As we drove through the Willapa National Wildlife Refuge, I assumed nothing could distract me from Paul’s descriptions of the industry, but that assumption was challenged as breathtaking scenery presented itself around every turn. With some difficulty, I managed to pull my attention away from the expansive marshlands and rolling mountains in the distance and maintain my focus on taking notes as I continued to scribble furiously in my notepad. Although, I did manage to sneak a few video clips with the GoPro.
br>After an engaging drive listening to Paul’s stories and admiring the lush marsh habitat, we arrived at Goose Point Oysters and were greeted with a warm welcome by the farm manager, Kathleen Nisbet.
Just when I thought I might have a chance to catch my breath and absorb all I learned from Paul, Kathleen proved to be equally as knowledgeable and dove right into an inspiring discussion about their farming and processing operations, as well as the challenges they face from an industry perspective. Out came the notepad and camera to capture even more of the shellfish aquaculture story in this small but influential region of the country.

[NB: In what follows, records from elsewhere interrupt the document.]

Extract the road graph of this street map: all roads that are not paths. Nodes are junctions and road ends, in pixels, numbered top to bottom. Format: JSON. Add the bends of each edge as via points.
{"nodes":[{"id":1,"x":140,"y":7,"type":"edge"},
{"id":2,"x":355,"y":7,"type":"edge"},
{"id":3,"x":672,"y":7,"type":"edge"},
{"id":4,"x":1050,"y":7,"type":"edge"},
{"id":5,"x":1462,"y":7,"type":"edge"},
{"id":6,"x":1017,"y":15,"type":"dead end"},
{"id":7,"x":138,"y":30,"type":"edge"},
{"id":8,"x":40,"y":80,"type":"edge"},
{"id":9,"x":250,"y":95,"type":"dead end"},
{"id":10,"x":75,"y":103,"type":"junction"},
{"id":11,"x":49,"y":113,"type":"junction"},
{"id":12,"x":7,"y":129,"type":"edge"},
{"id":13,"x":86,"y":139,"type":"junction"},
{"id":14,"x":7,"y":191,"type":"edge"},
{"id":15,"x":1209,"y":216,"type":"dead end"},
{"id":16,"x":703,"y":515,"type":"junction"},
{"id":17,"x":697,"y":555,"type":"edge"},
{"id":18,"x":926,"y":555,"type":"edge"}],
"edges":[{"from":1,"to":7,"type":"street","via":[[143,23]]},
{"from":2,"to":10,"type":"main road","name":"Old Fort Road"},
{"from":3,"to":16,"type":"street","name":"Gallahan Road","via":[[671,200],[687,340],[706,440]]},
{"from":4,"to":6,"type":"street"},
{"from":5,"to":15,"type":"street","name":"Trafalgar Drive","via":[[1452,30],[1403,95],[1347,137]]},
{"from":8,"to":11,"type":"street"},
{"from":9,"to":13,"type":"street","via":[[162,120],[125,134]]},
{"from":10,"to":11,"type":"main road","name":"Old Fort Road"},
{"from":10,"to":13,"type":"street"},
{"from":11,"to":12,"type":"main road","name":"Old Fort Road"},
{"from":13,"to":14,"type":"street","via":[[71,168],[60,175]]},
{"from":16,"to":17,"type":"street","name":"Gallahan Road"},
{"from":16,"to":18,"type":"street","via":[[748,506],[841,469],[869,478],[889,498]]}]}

I did manage to take a break near the end of the tour, however, to try a fresh oyster. The mental effort I invested earlier in the day was totally worth it.
After hearing Kathleen’s concerns over regulations on pesticide use and placement of off-bottom culture within the bay, I noticed how thoroughly Paul understood those concerns and how well prepared and even passionate he is in his support of regional oyster farmers. In that moment, I felt like I got a glimpse of what it truly means to be a Sea Grant professional.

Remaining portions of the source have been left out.